Publicado em 09/08/2017
Estadão, 02 de agosto de 2017

Especialistas ouvidos pelo Estado afirmam que a nova técnica levanta preocupações éticas e que sua aplicação clínica necessitará de muitos estudos. Pesquisadores comprovaram que é possível corrigir falhas no DNA de embriões humanos produzidos por fertilização in vitro.

A presidente da Sociedade Brasileira de Bioética, Regina Parizi, destaca que esse tipo de método deve ser usado exclusivamente para corrigir problemas de saúde. “Há um temor relacionado ao seu uso em intervenções de melhoramento genético humano. Esse tipo de manipulação ainda está no campo da ficção, mas é preciso ter atenção, porque as consequências seriam muito sérias – agregar à desigualdade socioeconômica uma desigualdade biológica seria uma tragédia. Estudos exaustivos têm de ser feitos para cercar essas técnicas da máxima segurança possível.”

Angela Saito, do Laboratório Nacional de Biociências (LNBio), do Centro Nacional de Pesquisa em Energia e Materiais (CNPEM), utiliza cotidianamente a técnica Crisper para pesquisas em camundongos. “Quando queremos estudar um gene em particular, podemos usar a técnica Crisper para fazer o nocaute, isto é, ‘desligar’ o gene, inserindo assim uma mutação de interesse. Com isso podemos reproduzir uma mutação que cause uma doença específica e conseguimos estudá-la. A técnica e muito importante para modelos de pesquisa em organismos animais”, disse Angela.

A pesquisadora elogia a nova técnica, mas alerta para o risco de que ela corrija uma mutação, mas produza outras ainda imprevisíveis. “É um trabalho bem feito, com tecnologias avançadas, mas a aplicação para a correção de embriões humanos está distante. Na prática, o controle do processo é difícil e há risco de que a técnica produza mutações indesejadas.”

Usuário frequente da técnica CRISPR em seu laboratório, o médico José Xavier Neto, do Centro Nacional de Pesquisa em Energia e Materiais (CNPEM), afirma que as aplicações médicas, na forma apresentada no estudo, são improváveis. “O trabalho é uma prova de conceito de alto valor científico, mas ninguém vai usar essa técnica na prática para garantir que seu bebê não terá uma mutação indesejável, porque isso já é feito de uma maneira tremendamente simples”.
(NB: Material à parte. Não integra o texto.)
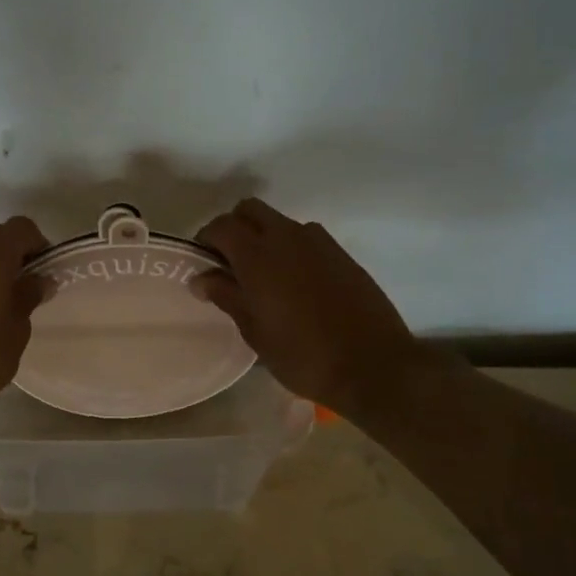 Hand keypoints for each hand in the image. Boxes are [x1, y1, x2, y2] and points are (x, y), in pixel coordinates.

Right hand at [195, 199, 432, 415]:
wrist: (374, 365)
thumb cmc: (303, 355)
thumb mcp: (255, 332)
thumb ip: (226, 296)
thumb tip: (201, 277)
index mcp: (258, 256)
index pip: (221, 226)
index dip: (206, 240)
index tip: (203, 264)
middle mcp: (287, 237)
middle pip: (250, 210)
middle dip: (234, 228)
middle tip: (230, 264)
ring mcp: (318, 242)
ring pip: (279, 222)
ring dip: (264, 237)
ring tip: (265, 277)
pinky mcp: (341, 253)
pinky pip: (305, 237)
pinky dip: (291, 248)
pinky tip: (295, 284) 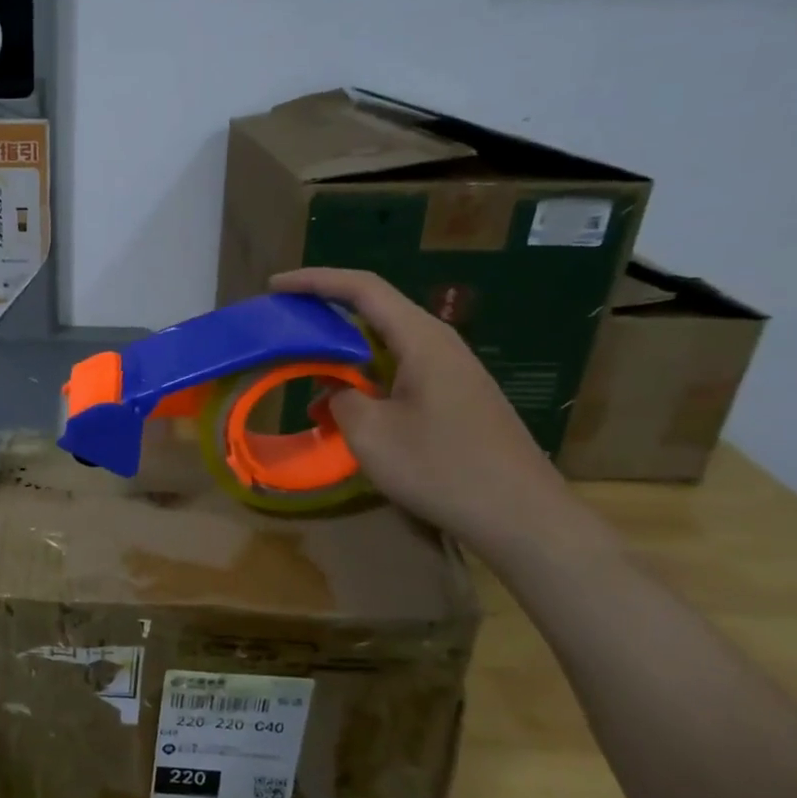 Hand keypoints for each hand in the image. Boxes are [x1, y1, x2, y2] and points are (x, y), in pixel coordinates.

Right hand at [270, 268, 576, 551]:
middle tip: (285, 327)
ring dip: (343, 358)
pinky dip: (365, 383)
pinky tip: (344, 414)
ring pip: (386, 349)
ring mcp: (451, 373)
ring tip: (306, 378)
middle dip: (326, 316)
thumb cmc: (441, 467)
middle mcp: (439, 345)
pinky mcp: (455, 400)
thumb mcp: (370, 433)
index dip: (315, 281)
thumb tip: (337, 390)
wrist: (521, 516)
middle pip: (375, 313)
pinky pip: (399, 375)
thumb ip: (342, 398)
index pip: (362, 289)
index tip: (276, 286)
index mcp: (421, 339)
Segundo Xavier, atualmente os embriões são analisados no início de seu desenvolvimento para identificar aqueles que possuem o a cópia mutante do gene. “Na prática, basta identificar os embriões que possuem a mutação deletéria e não implantá-los. Nenhum casal vai optar por editar os genes mutantes se há possibilidade de simplesmente não recorrer a eles. Por isso o estudo é uma investigação puramente científica, como aplicação, não se sustenta.”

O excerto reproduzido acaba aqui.